Start of Block

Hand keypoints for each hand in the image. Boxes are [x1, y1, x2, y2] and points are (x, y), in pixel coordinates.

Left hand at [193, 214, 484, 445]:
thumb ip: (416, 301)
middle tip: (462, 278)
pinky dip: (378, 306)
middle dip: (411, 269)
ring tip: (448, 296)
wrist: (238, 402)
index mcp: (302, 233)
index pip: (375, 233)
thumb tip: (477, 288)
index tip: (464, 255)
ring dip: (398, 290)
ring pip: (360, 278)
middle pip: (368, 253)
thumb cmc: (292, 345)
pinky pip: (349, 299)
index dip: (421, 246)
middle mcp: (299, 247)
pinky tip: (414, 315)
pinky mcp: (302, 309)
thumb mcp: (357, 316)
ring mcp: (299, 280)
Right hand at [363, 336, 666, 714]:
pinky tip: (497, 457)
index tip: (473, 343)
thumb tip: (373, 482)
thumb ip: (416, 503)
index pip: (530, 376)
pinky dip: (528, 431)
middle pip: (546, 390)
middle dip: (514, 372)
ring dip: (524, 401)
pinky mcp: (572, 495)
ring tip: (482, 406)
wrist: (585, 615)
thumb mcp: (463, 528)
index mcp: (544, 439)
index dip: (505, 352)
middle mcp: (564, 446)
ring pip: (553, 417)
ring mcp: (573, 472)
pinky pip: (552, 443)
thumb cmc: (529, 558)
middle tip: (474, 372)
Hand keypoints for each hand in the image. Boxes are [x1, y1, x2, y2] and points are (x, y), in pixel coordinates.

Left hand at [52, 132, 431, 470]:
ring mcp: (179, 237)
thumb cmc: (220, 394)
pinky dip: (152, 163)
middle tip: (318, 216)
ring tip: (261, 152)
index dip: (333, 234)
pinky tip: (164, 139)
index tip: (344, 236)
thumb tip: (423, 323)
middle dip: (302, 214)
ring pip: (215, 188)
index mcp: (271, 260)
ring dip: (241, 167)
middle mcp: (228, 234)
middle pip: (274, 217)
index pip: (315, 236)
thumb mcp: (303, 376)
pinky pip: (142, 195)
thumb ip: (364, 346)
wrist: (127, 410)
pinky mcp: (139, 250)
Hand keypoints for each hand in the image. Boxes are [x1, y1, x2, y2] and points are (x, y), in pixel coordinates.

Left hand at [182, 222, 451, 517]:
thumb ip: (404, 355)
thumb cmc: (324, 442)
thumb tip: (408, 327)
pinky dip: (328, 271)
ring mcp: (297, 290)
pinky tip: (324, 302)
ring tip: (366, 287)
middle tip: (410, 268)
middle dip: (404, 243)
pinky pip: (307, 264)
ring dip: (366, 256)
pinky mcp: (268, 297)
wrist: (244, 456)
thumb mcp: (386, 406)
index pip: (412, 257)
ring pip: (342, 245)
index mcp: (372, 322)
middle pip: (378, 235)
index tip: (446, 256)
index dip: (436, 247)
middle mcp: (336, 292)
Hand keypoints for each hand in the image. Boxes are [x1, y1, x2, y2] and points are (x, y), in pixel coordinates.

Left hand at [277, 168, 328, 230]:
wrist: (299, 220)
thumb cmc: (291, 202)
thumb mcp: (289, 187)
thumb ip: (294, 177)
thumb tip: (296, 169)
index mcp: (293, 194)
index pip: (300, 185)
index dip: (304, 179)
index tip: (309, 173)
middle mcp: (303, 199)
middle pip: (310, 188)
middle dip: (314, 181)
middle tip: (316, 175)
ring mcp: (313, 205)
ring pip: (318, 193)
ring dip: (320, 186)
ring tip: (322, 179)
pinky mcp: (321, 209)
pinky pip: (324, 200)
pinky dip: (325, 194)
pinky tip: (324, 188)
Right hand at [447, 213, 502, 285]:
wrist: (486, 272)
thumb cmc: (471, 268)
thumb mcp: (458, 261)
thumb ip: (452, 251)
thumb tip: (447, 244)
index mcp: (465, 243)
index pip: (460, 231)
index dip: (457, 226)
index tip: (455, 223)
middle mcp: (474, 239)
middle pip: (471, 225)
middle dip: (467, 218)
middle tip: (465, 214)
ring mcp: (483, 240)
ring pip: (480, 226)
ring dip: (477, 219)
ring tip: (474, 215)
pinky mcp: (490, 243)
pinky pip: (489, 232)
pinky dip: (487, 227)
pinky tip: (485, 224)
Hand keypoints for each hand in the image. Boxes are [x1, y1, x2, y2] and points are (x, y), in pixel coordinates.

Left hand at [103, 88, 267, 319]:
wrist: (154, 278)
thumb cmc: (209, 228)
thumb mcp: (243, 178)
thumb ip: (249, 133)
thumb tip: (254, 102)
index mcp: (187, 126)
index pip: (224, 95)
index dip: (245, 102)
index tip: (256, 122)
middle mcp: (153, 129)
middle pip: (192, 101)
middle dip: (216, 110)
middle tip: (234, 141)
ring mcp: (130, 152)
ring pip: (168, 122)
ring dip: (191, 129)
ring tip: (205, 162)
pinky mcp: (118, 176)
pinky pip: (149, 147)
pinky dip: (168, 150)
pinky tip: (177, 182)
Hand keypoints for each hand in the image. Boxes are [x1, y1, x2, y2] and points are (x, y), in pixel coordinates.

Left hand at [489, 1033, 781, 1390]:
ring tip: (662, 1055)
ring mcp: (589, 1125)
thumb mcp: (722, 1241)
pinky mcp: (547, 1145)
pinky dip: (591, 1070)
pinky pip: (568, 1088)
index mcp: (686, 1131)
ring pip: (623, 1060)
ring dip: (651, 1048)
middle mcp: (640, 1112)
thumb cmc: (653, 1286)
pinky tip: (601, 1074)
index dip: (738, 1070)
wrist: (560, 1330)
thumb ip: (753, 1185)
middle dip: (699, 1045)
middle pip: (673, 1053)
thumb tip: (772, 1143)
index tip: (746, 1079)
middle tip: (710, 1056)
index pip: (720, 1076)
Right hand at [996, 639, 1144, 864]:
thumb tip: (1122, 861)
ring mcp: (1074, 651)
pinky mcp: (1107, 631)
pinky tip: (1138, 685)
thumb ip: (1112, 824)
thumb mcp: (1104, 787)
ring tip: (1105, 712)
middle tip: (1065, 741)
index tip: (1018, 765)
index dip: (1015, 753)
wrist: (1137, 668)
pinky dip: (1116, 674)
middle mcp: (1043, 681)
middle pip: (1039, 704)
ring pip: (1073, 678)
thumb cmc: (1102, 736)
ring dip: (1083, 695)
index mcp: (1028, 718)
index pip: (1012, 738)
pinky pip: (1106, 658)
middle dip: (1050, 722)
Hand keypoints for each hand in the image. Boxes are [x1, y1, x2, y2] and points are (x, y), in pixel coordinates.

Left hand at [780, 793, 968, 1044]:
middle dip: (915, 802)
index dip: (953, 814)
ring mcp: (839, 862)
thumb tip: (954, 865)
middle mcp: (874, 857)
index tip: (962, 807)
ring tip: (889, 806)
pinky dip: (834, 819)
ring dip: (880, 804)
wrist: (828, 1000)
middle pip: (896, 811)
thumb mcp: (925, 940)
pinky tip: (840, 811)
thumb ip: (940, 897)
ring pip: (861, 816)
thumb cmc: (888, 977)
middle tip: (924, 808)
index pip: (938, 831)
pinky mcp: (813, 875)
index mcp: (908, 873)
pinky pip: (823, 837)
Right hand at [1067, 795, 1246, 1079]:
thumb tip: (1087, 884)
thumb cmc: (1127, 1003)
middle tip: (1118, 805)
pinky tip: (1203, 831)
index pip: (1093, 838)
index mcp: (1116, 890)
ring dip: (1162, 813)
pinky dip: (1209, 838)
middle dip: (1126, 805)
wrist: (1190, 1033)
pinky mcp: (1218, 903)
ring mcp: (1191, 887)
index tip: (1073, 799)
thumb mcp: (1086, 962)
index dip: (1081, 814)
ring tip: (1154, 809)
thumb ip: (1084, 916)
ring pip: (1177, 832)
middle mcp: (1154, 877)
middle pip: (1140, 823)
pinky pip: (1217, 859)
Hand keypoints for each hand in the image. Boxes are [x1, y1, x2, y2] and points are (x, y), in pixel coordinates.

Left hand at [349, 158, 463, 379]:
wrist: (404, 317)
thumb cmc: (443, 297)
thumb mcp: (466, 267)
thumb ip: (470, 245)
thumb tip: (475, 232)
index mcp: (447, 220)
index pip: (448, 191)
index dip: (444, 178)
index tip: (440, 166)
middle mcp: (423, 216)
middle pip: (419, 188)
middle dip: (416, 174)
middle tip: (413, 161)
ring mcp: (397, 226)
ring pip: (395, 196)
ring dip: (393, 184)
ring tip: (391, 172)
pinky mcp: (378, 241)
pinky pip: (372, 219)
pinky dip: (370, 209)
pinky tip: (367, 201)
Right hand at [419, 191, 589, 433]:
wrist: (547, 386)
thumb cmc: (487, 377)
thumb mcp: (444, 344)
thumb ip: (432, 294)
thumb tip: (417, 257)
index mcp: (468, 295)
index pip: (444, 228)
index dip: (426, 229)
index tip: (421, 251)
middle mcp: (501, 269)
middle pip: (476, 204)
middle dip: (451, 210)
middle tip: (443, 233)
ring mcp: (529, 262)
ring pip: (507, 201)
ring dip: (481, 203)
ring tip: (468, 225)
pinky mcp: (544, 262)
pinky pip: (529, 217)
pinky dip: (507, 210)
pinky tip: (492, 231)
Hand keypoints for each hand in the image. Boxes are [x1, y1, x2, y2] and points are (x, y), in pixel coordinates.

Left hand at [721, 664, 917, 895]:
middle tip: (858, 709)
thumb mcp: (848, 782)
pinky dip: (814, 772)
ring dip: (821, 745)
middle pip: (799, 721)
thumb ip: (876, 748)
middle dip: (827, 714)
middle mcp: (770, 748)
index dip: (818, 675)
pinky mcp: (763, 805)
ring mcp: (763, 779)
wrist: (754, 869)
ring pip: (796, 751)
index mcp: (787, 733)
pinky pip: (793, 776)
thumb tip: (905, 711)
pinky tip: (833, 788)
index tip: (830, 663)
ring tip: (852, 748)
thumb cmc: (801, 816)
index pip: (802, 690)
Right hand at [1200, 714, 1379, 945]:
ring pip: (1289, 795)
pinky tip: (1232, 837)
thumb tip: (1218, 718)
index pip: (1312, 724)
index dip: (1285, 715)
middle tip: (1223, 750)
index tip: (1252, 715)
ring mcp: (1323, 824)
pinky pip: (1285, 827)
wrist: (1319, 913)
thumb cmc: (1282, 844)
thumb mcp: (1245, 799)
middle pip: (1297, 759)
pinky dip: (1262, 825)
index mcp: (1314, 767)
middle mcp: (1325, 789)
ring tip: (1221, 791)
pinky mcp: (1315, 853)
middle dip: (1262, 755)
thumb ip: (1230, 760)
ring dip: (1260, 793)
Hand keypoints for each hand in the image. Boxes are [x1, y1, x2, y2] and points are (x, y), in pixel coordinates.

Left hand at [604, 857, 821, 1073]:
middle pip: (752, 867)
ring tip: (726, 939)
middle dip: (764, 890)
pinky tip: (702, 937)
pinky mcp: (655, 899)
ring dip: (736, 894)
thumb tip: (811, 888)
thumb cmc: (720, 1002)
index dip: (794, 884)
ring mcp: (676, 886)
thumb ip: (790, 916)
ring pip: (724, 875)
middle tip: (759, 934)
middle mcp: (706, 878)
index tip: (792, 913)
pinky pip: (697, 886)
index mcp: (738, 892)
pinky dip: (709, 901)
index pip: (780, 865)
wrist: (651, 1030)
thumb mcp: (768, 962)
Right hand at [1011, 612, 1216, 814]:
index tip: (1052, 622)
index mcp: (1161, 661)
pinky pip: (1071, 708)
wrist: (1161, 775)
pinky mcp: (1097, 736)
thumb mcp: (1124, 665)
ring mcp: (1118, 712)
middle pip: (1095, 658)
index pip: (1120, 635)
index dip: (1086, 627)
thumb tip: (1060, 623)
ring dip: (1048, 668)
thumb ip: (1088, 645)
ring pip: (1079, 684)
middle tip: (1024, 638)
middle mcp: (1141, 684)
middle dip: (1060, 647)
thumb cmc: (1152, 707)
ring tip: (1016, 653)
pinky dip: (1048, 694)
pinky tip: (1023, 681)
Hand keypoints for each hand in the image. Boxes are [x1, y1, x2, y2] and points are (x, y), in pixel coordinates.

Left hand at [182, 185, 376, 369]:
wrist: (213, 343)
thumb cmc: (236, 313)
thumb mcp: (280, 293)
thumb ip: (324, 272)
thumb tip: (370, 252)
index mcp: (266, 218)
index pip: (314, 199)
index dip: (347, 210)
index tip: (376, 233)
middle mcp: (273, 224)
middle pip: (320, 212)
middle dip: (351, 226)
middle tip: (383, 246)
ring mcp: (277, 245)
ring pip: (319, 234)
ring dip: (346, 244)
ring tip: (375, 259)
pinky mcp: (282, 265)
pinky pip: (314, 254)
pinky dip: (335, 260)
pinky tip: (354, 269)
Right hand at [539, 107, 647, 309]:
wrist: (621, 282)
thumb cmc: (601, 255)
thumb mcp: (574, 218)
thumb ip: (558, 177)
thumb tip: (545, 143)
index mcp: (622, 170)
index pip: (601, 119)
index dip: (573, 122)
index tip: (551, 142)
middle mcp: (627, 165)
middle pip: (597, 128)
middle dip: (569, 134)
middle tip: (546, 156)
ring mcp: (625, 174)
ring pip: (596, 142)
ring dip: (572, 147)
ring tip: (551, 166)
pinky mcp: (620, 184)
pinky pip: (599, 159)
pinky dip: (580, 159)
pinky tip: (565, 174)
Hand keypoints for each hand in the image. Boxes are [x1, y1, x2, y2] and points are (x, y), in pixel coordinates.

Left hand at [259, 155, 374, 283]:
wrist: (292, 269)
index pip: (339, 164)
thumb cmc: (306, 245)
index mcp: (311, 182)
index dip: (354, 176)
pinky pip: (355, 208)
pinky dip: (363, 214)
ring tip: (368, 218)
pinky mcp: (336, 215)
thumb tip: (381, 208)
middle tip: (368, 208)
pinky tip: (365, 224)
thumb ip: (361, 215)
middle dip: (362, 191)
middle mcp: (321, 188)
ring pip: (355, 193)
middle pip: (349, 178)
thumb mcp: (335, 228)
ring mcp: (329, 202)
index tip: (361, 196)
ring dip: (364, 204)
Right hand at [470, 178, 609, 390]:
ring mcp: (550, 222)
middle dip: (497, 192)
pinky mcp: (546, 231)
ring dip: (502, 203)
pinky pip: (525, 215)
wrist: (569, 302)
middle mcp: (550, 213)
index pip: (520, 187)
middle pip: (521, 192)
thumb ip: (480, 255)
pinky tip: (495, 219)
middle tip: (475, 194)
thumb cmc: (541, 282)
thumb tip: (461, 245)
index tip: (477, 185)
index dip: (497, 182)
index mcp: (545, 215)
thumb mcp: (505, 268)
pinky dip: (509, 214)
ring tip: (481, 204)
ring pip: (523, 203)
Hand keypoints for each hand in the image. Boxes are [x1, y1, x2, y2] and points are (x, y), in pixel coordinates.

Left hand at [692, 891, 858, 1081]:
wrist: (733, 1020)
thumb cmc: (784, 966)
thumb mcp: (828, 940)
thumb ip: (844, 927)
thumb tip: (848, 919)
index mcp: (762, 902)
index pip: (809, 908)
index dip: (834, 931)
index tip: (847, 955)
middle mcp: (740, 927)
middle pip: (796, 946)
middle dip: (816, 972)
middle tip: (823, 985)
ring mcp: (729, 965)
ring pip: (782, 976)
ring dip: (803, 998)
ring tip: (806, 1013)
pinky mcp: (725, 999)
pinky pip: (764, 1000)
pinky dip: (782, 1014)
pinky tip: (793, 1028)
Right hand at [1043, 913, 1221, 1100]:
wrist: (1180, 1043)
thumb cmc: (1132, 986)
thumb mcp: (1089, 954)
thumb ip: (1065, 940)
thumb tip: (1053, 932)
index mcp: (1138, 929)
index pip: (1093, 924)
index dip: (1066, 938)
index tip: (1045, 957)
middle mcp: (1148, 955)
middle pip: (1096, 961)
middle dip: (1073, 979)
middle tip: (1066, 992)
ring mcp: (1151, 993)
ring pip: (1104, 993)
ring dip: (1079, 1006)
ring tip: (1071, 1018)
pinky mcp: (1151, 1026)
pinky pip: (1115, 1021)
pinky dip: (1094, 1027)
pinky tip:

End of Block

EXERCISE DETAILS »
Please output the lines of the listing above that fall in the stretch from the one with "middle pip: (1095, 658)" through the one with "middle tip: (383, 246)", exactly and only those.

SOLVED PROBLEM »
middle pip: (1095, 658)
index pip: (1120, 635)
index dip: (1086, 627)
thumb tip: (1060, 623)
ring dip: (1048, 668)
thumb ip: (1088, 645)
ring pip: (1079, 684)
middle tip: (1024, 638)
middle mcp: (1141, 684)
middle dip: (1060, 647)
thumb cmc: (1152, 707)
ring tip: (1016, 653)
pinky dip: (1048, 694)
pinky tip: (1023, 681)
Hand keypoints for each hand in the image. Boxes are [x1, y1, x2, y2] and points are (x, y), in pixel coordinates.

Left hand at [182, 185, 376, 369]:
wrist: (213, 343)
thumb cmc: (236, 313)
thumb mcp: (280, 293)
thumb ip: (324, 272)
thumb tip: (370, 252)
index mcp: (266, 218)
index pip: (314, 199)
index dip: (347, 210)
index tip: (376, 233)
middle mcp: (273, 224)
middle pip: (320, 212)
middle dip: (351, 226)
middle tip: (383, 246)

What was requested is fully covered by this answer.